Thursday, May 14th, 2009 at
2:42 pm
How Do Penny Book Sellers Make Money? I am not sure if they do – if they do make a profit it is minimal a few cents at most. Lets break down a penny sale on Amazon and see how it works. Lets assume the seller is a Pro Merchant on Amazon and pays the $40 monthly fee.
Let’s assume the book weighs less than 1lb for shipping purposes
$4.00 – is the amount collected by Amazon – this is the $.01 plus the $3.99 standard shipping charge.
($1.35) – is the amount Amazon takes out of the shipping leaving $2.65.
($2.38) – the amount to ship a book that weighs 1lb or less via media mail as of today.
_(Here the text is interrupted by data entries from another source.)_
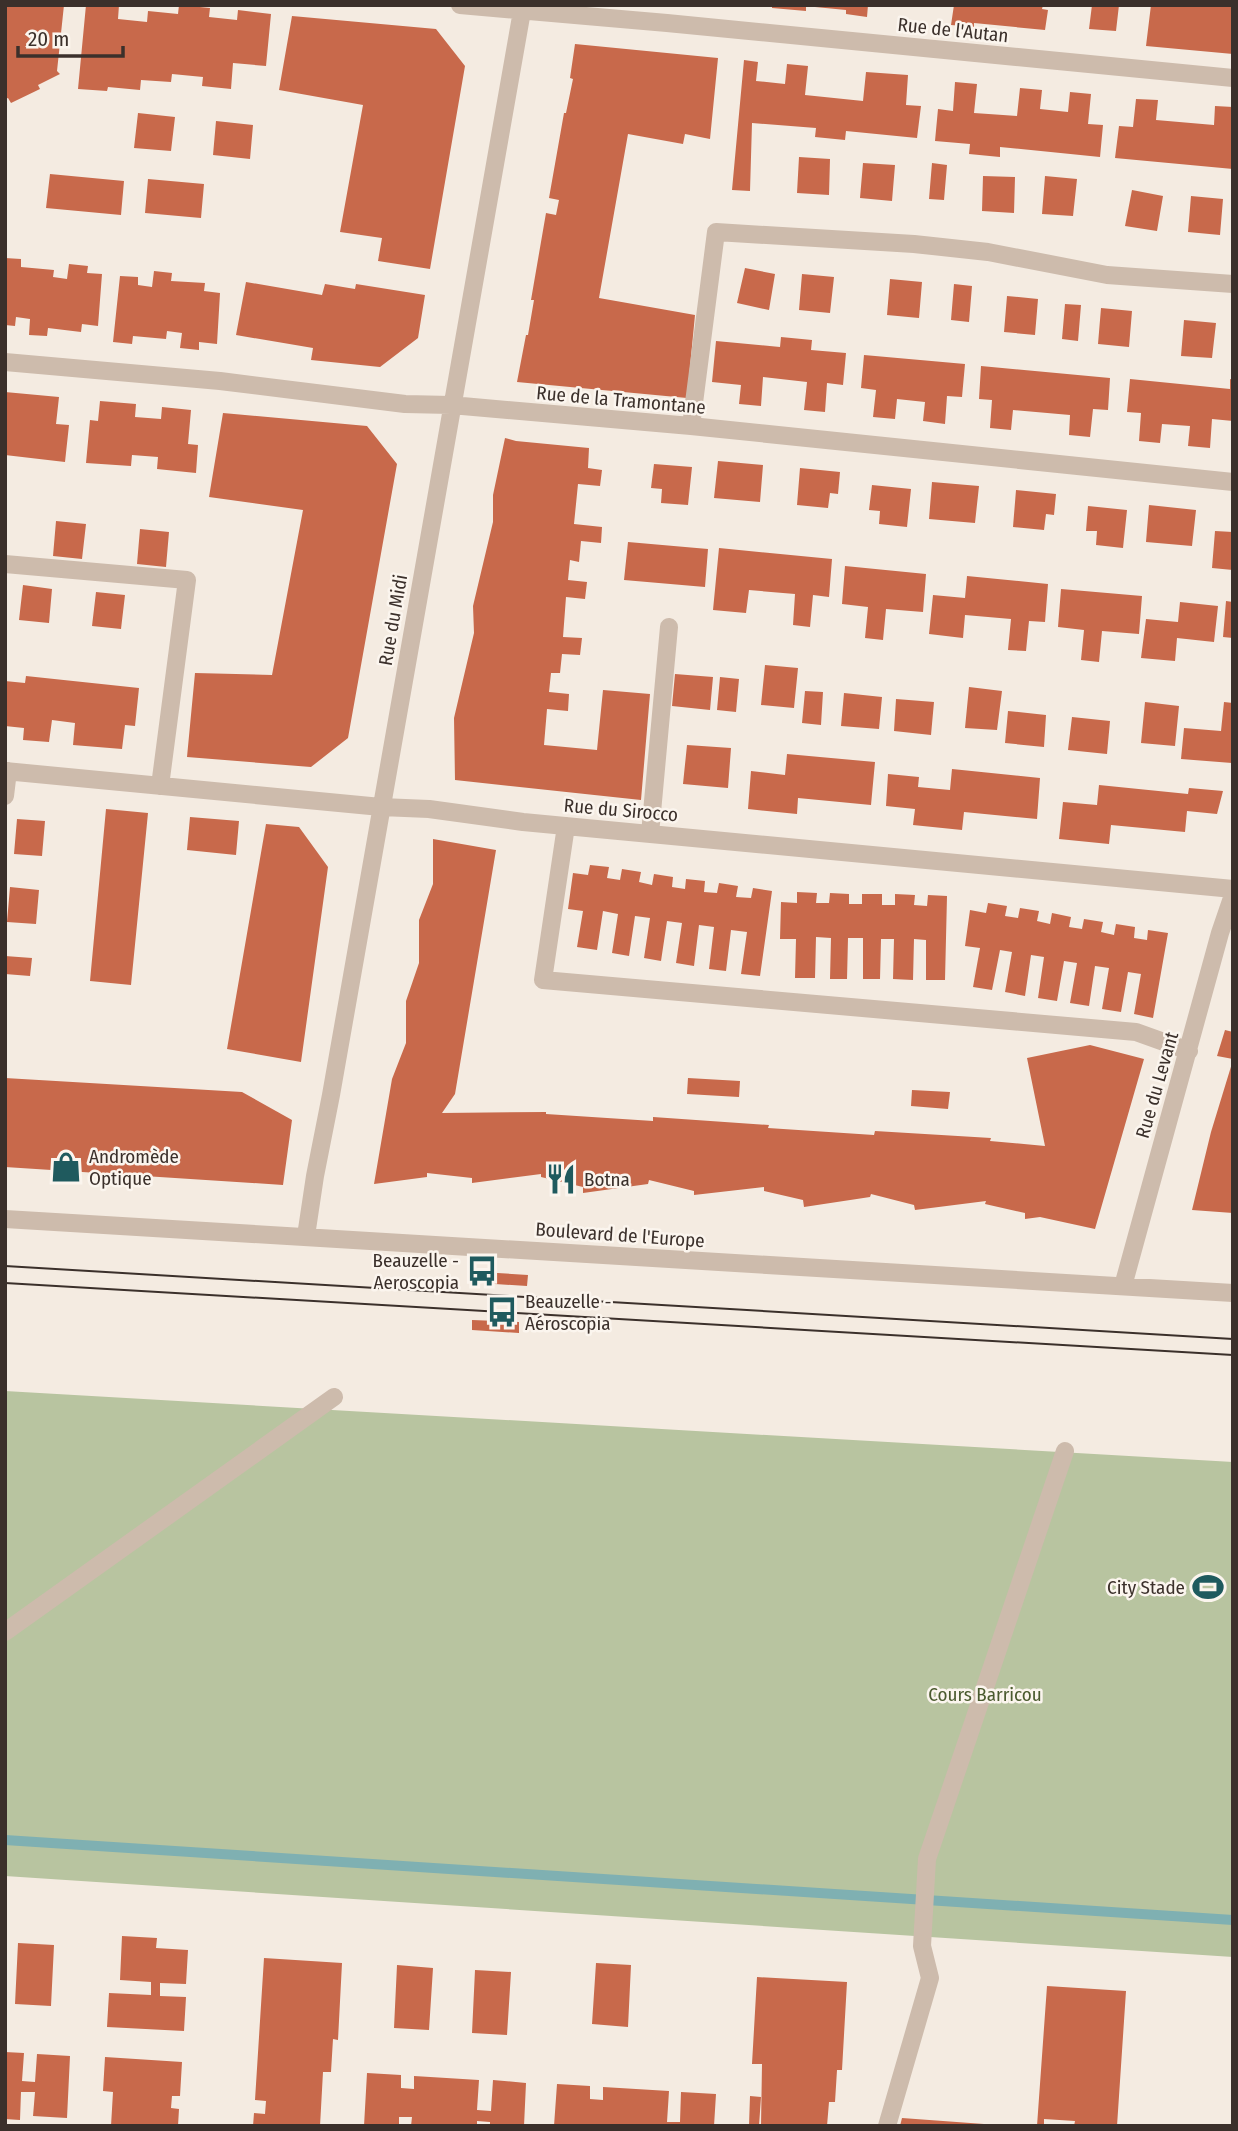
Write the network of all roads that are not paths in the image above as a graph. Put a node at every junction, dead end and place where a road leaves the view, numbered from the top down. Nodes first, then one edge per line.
1 (460, 5) edge
2 (522, 11) junction
3 (1233, 78) edge
4 (1233, 284) edge
5 (5, 362) edge
6 (451, 405) junction
7 (691, 426) junction
8 (1233, 482) edge
9 (5, 564) edge
10 (669, 627) dead end
11 (7, 771) edge
12 (160, 786) junction
13 (5, 796) edge
14 (381, 807) junction
15 (565, 826) junction
16 (650, 834) junction
17 (1233, 889) edge
18 (1233, 895) edge
19 (1189, 1051) junction
20 (5, 1219) edge
21 (306, 1236) junction
22 (1123, 1286) junction
23 (1233, 1293) edge
24 (334, 1397) dead end
25 (1065, 1451) dead end
26 (5, 1632) edge
27 (887, 2126) edge

1 - 2 street, Rue de l'Autan
2 - 3 street, Rue de l'Autan
2 - 6 street, Rue du Midi
4 - 7 street
5 - 6 street, Rue de la Tramontane
6 - 7 street, Rue de la Tramontane
6 - 14 street, Rue du Midi
7 - 8 street, Rue de la Tramontane
9 - 12 street
10 - 16 street
11 - 12 street, Rue du Sirocco
11 - 13 street
12 - 14 street, Rue du Sirocco
14 - 15 street, Rue du Sirocco
14 - 21 street, Rue du Midi
15 - 16 street, Rue du Sirocco
15 - 19 street
16 - 17 street, Rue du Sirocco
18 - 19 street, Rue du Levant
19 - 22 street, Rue du Levant
20 - 21 street, Boulevard de l'Europe
21 - 22 street, Boulevard de l'Europe
22 - 23 street, Boulevard de l'Europe
24 - 26 street
25 - 27 street

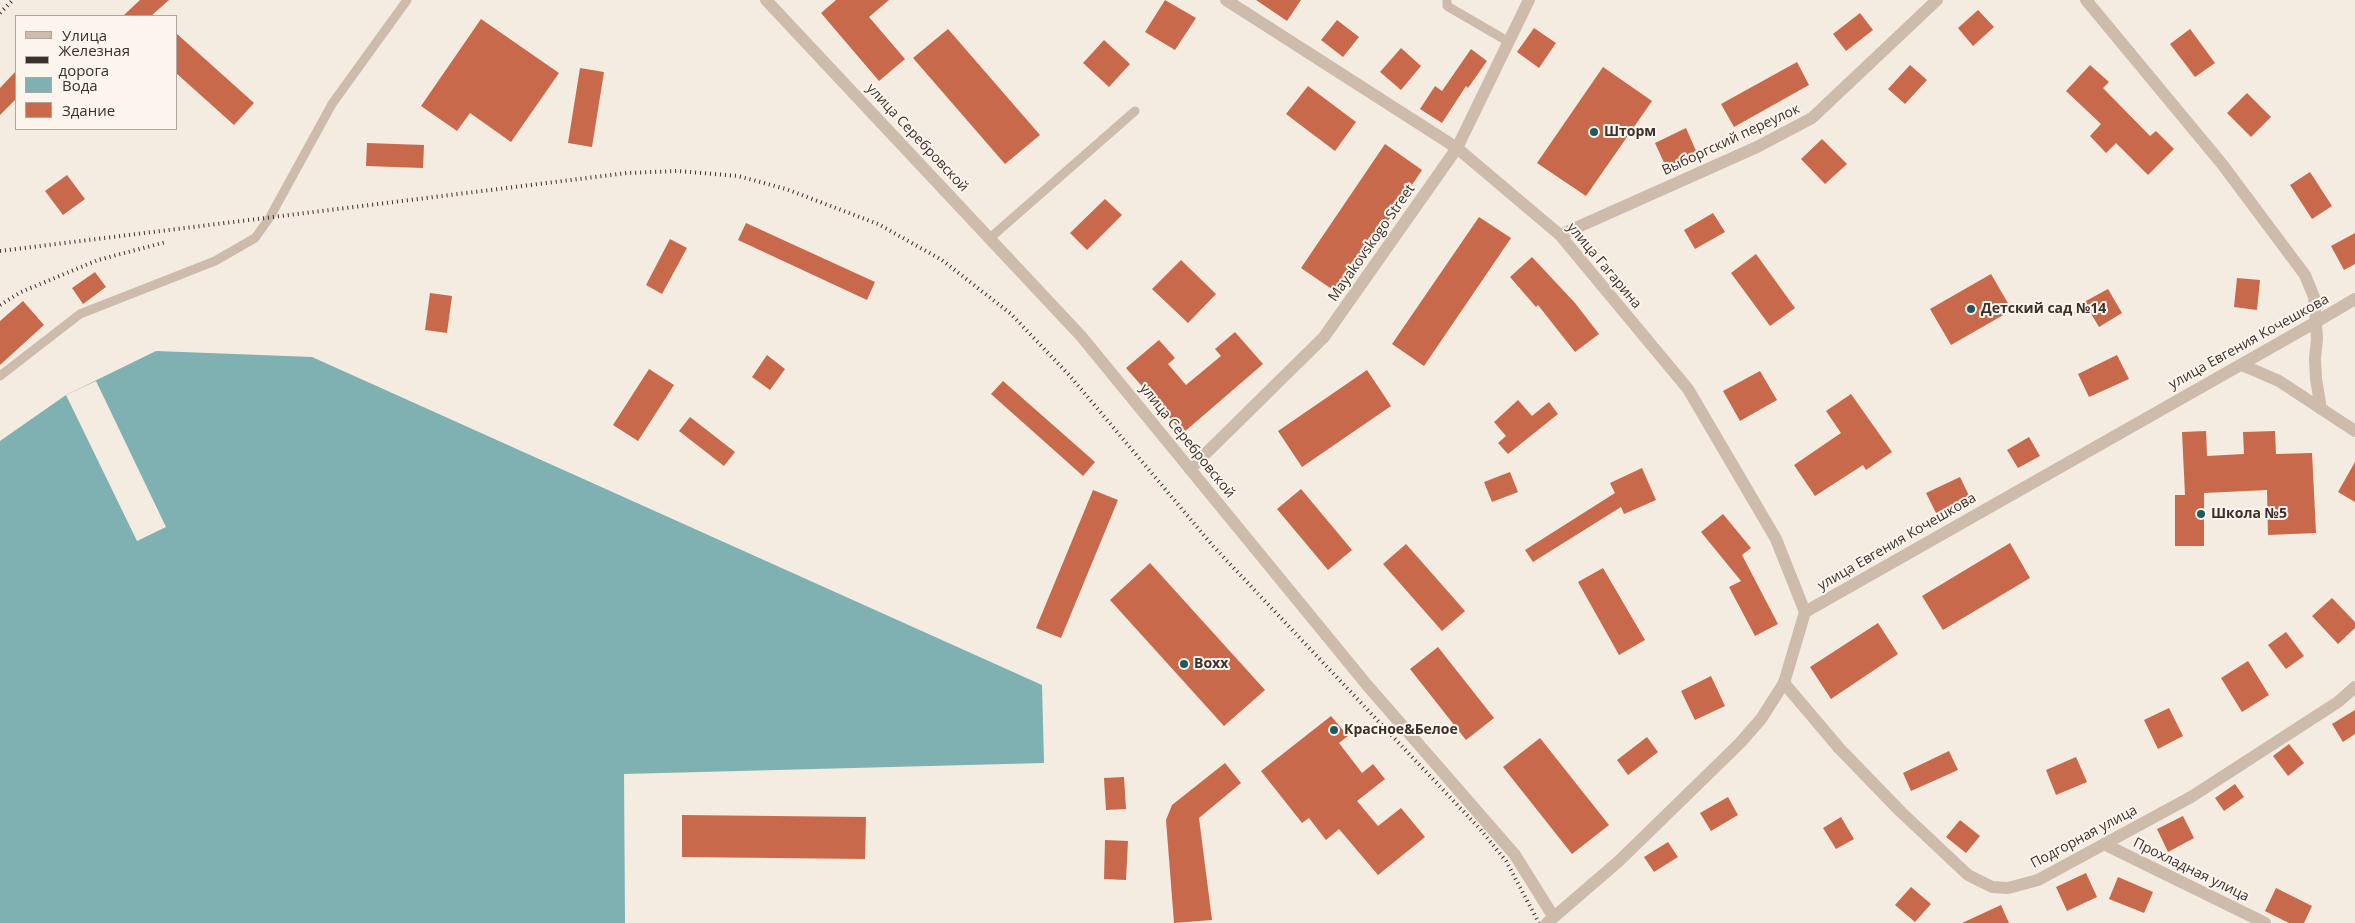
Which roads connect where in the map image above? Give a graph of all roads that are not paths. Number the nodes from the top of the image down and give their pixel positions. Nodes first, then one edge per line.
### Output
1 (407, 0) edge
2 (766, 0) edge
3 (1226, 0) edge
4 (1447, 0) edge
5 (1530, 0) edge
6 (1937, 0) edge
7 (2086, 0) edge
8 (1509, 42) junction
9 (1134, 111) dead end
10 (1457, 148) junction
11 (1560, 235) junction
12 (990, 238) junction
13 (2355, 299) edge
14 (2316, 322) junction
15 (2242, 365) junction
16 (0, 376) edge
17 (2321, 409) junction
18 (2355, 431) edge
19 (1190, 469) junction
20 (1805, 612) junction
21 (1784, 683) junction
22 (2355, 687) edge
23 (2104, 844) junction
24 (1552, 921) edge
25 (2265, 923) edge

1 - 16 lane
2 - 12 street, улица Серебровской
3 - 10 street, улица Гагарина
4 - 8 lane
5 - 8 street, Mayakovskogo Street
6 - 11 street, Выборгский переулок
7 - 14 street
8 - 10 street, Mayakovskogo Street
9 - 12 lane
10 - 11 street, улица Гагарина
10 - 19 street, Mayakovskogo Street
11 - 20 street, улица Гагарина
12 - 19 street, улица Серебровской
13 - 14 street, улица Евгения Кочешкова
14 - 15 street, улица Евгения Кочешкова
14 - 17 street
15 - 17 street
15 - 20 street, улица Евгения Кочешкова
17 - 18 street
19 - 24 street, улица Серебровской
20 - 21 street
21 - 23 street, Подгорная улица
21 - 24 street
22 - 23 street, Подгорная улица
23 - 25 street, Прохладная улица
Potential profit $.27. Twenty-Seven Cents - not factoring in other expenses such as labels, envelopes, internet, time spent listing and shipping and all the other subscription fees that make up your overhead. So lets say a penny seller can make $.20 on each sale. You would need to sell 500 books a day to make $100 a day at that rate – which means you are going to have to have someone help you prep all those books for shipping further eating into your profits.
Does this make sense as a business model – not to me. Understand though – this is their business model – penny sellers are not by accident. So they must be ok with those lousy margins. Maybe the penny sellers do not value their time properly and are ok with stuffing 500 envelopes with books for $.20 each.
Sellers of books for a penny are the worst – they clutter Amazon with the junk listings with no descriptions but they do make money and so does Amazon. Remember – Amazon makes $1.35 for every penny book sold.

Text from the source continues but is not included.